# WHAT YOU ARE ASKED TO DO
When a line below contains the string "rows", show that line.

# DATA
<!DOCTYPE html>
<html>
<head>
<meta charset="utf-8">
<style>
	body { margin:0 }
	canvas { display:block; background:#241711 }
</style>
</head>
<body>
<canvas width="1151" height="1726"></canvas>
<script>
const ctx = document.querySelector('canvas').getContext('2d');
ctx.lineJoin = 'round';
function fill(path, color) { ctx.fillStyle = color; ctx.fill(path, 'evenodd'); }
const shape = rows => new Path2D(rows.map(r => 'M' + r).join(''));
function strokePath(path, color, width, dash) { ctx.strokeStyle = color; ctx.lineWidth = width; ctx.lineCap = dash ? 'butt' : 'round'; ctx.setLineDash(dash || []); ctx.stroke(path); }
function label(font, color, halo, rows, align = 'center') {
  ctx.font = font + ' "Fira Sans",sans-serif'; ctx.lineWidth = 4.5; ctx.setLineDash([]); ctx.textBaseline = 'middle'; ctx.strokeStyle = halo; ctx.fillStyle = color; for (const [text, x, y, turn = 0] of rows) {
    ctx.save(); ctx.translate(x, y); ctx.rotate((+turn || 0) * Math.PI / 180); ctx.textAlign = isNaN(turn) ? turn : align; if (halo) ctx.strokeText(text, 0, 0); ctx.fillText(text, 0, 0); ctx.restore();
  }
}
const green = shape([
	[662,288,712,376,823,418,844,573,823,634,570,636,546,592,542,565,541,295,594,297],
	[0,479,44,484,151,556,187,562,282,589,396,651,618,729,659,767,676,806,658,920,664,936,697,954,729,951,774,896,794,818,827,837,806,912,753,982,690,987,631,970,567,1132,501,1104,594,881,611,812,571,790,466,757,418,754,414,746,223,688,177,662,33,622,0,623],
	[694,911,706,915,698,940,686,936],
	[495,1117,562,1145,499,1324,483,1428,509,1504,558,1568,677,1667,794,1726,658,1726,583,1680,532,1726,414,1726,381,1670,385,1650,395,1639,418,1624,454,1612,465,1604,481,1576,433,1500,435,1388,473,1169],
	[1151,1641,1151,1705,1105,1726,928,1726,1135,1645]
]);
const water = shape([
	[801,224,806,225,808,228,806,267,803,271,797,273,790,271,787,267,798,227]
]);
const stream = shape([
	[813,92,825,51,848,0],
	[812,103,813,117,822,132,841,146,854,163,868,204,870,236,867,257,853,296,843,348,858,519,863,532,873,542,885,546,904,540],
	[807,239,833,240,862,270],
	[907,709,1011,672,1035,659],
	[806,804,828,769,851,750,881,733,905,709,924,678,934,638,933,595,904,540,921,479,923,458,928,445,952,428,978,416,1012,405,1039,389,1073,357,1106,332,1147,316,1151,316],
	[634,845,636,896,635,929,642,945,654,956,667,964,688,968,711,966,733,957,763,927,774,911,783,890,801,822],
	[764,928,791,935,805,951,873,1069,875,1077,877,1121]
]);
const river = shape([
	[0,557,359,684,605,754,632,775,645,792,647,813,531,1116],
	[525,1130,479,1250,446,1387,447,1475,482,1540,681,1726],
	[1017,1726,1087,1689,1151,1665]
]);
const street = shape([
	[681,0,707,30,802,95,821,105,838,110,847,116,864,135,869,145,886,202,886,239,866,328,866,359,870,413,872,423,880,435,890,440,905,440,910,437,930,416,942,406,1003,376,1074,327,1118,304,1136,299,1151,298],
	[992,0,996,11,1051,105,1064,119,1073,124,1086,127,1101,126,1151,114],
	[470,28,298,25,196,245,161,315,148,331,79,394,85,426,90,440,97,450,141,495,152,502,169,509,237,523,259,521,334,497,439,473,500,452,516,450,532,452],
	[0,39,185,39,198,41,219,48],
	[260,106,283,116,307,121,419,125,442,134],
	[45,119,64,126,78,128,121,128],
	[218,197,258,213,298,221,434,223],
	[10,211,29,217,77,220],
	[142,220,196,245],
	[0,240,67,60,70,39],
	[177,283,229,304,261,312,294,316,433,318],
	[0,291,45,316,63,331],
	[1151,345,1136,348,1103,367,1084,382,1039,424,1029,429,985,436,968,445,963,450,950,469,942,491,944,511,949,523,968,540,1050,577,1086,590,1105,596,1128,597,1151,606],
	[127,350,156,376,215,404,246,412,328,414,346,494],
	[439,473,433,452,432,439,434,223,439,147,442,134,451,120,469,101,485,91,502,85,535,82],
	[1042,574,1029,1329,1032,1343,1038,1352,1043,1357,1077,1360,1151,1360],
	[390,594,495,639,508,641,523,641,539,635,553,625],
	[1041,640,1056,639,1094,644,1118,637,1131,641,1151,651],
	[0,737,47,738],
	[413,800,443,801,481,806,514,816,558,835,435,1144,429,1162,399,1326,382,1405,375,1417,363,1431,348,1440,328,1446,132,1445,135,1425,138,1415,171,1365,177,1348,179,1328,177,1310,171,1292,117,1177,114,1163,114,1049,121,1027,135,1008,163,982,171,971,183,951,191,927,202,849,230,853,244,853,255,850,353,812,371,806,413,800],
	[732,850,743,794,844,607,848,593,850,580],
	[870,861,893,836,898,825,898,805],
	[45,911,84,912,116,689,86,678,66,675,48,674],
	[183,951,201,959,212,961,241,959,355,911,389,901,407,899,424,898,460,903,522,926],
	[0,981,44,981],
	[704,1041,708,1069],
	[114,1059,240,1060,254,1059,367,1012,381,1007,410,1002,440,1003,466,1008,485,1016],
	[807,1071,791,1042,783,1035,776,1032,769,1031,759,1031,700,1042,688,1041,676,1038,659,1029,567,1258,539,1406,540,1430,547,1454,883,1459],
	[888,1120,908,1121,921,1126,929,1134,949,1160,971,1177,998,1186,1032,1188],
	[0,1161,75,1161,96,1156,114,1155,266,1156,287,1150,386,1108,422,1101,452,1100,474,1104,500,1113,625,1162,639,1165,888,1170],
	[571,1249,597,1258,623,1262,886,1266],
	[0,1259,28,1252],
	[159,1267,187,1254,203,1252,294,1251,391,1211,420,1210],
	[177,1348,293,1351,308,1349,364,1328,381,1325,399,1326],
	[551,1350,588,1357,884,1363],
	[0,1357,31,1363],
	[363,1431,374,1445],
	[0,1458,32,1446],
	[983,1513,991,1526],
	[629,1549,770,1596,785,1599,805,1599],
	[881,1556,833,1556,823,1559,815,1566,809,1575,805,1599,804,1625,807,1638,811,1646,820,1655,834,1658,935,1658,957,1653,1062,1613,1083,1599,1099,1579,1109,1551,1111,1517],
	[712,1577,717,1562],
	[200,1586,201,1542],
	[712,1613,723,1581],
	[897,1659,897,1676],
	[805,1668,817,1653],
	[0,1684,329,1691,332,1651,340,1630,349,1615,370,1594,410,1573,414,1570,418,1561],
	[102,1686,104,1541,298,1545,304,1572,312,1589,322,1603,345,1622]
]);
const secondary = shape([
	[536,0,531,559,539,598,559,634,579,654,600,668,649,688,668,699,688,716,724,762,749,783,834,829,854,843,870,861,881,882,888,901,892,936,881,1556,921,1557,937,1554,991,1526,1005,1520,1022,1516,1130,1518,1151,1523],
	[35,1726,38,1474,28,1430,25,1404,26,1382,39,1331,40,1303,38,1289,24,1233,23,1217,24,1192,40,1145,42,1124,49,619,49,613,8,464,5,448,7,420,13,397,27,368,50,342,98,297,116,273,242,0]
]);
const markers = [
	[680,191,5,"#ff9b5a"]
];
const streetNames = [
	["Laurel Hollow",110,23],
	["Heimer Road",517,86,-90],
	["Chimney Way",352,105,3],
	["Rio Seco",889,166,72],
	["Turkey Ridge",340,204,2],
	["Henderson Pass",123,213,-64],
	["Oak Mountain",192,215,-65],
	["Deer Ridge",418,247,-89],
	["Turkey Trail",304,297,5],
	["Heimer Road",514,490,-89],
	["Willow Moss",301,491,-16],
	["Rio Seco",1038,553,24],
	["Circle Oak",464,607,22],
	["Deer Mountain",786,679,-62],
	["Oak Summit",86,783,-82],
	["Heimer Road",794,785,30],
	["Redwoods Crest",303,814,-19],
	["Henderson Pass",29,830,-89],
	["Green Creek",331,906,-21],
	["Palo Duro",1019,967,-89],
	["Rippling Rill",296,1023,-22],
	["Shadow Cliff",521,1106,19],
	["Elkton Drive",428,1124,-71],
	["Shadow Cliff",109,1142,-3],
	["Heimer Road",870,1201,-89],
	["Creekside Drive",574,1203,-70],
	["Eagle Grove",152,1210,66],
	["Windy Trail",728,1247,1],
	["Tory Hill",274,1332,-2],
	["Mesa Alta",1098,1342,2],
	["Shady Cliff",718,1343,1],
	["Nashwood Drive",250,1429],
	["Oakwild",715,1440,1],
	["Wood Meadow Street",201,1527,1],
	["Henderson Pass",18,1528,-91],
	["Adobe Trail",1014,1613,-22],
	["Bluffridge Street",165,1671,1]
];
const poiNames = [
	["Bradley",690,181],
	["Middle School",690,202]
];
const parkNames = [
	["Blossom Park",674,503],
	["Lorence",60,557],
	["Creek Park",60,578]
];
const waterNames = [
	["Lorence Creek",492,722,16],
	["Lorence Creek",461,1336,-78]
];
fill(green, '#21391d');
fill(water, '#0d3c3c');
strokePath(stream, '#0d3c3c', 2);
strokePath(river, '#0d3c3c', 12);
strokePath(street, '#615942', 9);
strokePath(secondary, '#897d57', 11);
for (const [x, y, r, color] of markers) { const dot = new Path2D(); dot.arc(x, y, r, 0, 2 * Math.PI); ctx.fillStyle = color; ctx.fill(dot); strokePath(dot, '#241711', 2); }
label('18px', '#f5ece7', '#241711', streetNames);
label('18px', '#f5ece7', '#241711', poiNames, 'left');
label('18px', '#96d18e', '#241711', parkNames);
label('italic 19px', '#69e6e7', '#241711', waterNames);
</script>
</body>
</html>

# ANSWER
const shape = rows => new Path2D(rows.map(r => 'M' + r).join(''));
function label(font, color, halo, rows, align = 'center') {
  ctx.font = font + ' "Fira Sans",sans-serif'; ctx.lineWidth = 4.5; ctx.setLineDash([]); ctx.textBaseline = 'middle'; ctx.strokeStyle = halo; ctx.fillStyle = color; for (const [text, x, y, turn = 0] of rows) {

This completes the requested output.